The court held that the Fourteenth Amendment’s Equal Protection Clause allows voting districts to be based on total population, as opposed to citizen voting age population. In yesterday’s decision, the Fifth Circuit chided the challengers, reminding them that this exact issue had been decided by the Fifth Circuit over ten years ago.
Thomas A. Saenz, MALDEF President and General Counsel, stated, "The Fifth Circuit has reaffirmed the basic principle, secured by the Constitution since the end of the Civil War, that every person is a constituent deserving of representation without regard to voting status, age, or other characteristic. It is shocking that in the twenty-first century, there are still those who would argue that our law should treat some persons as less than full human beings who count as fractions or not at all. The court's decision firmly rejects such retrograde assertions."

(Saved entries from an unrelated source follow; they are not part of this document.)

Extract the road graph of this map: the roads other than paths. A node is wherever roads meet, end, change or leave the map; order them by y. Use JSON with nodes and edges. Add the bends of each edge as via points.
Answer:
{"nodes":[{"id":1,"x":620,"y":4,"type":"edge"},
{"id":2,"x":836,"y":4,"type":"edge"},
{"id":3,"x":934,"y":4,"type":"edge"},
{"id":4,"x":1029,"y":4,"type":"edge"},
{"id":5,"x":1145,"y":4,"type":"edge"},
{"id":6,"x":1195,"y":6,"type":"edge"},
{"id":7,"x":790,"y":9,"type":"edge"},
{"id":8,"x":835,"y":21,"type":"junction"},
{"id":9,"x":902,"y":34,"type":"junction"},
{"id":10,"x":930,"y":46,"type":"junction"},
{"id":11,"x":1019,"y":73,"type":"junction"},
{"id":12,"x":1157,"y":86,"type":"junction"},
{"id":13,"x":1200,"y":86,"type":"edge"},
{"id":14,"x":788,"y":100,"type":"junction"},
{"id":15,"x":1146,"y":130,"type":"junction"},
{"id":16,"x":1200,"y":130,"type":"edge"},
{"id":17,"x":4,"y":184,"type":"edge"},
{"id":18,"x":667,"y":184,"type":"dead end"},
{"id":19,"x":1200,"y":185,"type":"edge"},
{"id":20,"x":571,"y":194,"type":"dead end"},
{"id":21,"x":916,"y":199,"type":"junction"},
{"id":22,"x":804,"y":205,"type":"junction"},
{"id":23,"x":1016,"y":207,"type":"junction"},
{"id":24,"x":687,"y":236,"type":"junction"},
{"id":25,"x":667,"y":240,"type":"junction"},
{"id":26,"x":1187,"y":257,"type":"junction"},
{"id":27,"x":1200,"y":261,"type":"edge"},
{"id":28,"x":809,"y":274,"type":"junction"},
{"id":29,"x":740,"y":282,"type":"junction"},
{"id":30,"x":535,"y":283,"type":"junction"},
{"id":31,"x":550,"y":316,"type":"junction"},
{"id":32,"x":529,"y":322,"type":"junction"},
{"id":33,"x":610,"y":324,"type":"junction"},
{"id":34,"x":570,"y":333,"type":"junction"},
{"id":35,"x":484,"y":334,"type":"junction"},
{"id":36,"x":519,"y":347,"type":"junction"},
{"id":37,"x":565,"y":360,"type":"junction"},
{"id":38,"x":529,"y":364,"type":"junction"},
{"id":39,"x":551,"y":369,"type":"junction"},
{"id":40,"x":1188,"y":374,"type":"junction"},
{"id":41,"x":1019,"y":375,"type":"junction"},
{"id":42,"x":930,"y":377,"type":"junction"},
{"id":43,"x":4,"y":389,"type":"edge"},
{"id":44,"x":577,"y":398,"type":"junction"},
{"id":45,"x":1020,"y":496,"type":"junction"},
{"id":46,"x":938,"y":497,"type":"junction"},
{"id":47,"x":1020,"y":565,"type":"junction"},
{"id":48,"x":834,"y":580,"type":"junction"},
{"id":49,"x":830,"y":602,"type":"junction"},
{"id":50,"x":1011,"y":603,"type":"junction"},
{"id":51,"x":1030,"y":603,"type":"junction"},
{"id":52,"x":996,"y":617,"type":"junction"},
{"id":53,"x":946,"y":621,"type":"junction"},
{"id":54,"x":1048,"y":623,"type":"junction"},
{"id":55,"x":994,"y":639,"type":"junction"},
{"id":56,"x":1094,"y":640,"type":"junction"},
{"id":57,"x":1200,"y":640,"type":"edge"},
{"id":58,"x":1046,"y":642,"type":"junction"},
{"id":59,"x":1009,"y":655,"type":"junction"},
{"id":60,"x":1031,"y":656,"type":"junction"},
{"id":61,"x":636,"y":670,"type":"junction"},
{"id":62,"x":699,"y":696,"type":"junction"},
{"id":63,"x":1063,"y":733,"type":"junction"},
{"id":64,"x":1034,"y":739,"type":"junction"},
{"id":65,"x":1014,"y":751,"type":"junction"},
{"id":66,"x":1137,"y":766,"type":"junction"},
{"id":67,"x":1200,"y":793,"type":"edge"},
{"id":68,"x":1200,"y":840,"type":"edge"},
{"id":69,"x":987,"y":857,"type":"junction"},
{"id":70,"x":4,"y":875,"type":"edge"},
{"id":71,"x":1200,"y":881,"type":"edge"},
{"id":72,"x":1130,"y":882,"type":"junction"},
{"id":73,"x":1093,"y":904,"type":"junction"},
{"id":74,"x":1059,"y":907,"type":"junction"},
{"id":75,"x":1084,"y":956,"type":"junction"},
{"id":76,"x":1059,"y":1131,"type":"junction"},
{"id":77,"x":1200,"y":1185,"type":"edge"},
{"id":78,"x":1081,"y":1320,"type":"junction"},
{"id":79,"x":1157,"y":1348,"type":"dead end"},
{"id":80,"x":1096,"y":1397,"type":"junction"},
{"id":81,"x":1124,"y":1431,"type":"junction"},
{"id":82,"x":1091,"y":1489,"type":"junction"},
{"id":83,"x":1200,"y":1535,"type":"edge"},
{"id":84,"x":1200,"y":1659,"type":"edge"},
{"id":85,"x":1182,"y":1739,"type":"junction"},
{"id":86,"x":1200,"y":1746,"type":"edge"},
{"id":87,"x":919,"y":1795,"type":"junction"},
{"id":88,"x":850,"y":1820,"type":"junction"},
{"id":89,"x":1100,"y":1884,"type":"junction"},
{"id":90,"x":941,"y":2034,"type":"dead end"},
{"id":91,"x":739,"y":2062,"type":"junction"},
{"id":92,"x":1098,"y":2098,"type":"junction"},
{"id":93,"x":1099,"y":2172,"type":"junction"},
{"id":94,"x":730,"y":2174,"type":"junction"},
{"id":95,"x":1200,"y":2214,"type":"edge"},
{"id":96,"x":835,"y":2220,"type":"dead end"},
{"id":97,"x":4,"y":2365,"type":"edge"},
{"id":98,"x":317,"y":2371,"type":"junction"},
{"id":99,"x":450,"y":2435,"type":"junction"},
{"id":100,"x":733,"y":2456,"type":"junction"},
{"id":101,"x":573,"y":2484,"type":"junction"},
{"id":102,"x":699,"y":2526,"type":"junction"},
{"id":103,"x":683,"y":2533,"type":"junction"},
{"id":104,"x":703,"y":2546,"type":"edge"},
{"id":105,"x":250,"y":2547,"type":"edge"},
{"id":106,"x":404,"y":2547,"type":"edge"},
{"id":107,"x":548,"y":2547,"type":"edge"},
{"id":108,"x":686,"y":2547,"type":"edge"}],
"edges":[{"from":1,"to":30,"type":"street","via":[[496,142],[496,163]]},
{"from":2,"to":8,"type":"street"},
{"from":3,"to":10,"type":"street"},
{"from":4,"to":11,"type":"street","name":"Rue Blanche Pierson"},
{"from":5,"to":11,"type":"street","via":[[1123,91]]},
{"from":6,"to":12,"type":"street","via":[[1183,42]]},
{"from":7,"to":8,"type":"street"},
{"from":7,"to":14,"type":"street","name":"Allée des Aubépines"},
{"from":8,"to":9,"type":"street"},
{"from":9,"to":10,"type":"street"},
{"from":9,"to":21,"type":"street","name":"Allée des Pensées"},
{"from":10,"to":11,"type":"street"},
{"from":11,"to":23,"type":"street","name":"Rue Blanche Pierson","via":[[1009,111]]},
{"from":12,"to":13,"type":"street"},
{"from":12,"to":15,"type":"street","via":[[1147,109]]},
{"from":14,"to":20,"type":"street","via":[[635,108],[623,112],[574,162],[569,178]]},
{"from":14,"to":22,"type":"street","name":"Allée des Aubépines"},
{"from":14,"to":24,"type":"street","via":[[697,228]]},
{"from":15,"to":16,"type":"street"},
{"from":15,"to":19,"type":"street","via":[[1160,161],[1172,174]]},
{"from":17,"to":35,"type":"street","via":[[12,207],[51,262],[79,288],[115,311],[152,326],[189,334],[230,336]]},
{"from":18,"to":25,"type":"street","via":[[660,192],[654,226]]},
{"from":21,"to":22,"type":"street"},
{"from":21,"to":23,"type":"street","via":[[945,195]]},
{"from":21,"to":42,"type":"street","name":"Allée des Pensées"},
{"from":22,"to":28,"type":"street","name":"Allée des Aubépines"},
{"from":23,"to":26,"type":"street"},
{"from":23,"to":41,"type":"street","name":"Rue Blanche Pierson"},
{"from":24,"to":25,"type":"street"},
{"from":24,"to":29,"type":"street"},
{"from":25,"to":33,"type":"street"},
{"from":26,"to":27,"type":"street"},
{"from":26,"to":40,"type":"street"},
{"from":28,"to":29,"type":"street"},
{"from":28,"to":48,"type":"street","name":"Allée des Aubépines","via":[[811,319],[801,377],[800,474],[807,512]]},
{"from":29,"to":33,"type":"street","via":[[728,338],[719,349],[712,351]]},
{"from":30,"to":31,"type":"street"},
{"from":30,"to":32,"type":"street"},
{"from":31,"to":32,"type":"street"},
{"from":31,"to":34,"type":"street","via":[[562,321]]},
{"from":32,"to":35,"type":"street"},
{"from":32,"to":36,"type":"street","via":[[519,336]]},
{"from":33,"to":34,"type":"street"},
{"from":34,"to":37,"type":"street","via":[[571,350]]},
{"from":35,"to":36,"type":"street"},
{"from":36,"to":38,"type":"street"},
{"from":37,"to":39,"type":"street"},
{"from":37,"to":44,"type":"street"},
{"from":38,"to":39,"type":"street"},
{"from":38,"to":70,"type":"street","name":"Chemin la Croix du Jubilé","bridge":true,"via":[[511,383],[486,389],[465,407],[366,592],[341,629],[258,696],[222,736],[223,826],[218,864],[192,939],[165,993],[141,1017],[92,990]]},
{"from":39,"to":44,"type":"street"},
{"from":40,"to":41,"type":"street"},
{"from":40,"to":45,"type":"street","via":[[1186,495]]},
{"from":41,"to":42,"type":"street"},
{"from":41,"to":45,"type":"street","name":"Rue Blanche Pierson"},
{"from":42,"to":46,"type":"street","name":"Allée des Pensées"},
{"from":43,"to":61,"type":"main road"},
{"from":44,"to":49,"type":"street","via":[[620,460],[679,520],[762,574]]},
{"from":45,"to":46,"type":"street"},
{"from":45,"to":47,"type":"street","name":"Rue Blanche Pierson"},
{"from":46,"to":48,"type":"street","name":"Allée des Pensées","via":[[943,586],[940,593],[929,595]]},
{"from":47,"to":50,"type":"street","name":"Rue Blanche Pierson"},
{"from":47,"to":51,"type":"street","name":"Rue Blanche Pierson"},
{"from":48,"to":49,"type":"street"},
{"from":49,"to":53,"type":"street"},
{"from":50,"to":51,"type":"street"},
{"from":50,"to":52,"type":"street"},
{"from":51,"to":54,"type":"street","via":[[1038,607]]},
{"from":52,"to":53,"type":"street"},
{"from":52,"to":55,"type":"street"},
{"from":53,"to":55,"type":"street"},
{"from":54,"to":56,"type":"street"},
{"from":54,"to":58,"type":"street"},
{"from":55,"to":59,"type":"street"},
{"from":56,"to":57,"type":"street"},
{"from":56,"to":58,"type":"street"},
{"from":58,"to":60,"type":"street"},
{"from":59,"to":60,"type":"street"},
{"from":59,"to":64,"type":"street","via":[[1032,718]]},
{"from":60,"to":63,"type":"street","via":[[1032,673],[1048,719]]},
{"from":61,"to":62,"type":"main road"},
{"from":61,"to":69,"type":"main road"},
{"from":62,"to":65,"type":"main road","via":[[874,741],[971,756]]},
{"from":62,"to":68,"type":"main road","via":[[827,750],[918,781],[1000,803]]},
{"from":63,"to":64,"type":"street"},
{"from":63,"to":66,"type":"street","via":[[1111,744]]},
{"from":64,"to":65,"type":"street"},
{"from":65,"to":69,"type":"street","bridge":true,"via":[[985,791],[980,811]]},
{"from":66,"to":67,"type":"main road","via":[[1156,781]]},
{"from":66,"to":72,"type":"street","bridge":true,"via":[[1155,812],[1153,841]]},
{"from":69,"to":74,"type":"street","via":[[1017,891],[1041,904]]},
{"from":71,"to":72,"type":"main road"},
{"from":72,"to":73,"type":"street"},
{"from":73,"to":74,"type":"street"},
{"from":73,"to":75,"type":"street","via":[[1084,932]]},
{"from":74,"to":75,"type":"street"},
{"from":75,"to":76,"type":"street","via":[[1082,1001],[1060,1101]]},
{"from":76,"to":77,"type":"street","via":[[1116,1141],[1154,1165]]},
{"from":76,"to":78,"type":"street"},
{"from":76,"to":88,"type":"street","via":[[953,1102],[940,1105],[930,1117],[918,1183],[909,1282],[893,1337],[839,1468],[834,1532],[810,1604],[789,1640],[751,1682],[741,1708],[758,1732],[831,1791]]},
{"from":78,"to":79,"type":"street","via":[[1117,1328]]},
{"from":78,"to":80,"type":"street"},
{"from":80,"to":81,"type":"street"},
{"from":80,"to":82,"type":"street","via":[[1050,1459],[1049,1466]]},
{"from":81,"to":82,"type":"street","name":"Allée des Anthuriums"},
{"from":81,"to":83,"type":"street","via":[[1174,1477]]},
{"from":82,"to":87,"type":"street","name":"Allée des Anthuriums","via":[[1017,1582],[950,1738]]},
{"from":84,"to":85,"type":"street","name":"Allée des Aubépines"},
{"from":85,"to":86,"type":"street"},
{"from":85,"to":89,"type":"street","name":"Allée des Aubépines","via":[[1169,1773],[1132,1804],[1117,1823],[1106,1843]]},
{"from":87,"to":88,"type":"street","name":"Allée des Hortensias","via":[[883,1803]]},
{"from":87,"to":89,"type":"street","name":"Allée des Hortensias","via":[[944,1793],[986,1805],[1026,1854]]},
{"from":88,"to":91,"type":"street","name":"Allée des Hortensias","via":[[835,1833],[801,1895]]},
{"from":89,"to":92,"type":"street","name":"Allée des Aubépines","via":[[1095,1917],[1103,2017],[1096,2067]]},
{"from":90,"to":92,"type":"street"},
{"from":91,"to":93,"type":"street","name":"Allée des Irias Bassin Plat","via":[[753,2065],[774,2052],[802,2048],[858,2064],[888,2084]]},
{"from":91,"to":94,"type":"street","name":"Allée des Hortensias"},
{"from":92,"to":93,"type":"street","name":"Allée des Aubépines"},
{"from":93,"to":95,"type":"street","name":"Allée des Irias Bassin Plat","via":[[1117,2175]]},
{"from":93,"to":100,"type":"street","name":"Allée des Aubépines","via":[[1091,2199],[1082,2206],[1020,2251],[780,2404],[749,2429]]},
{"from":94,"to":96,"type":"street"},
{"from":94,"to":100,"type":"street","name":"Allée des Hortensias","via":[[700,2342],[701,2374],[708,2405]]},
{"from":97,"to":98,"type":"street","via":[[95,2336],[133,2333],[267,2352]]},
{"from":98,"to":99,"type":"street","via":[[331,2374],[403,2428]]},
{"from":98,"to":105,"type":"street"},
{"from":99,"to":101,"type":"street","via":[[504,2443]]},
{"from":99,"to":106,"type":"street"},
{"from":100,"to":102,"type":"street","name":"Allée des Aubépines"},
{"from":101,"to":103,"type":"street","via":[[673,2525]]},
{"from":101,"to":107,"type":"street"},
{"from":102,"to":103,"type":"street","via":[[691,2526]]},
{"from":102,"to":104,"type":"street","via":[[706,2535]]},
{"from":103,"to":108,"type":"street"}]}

Nina Perales, MALDEF Vice President of Litigation and lead counsel for the Latino intervenors in the case, added, "The Fifth Circuit’s decision should put an end to frivolous litigation that seeks to destabilize democracy and strip political representation from whole classes of people, including children and others not yet eligible to vote."
Founded in 1968, MALDEF is the nation's leading Latino legal civil rights organization. Often described as the "law firm of the Latino community," MALDEF promotes social change through advocacy, communications, community education and litigation in the areas of education, employment, immigrant rights and political access. For more information on MALDEF, please visit: www.maldef.org.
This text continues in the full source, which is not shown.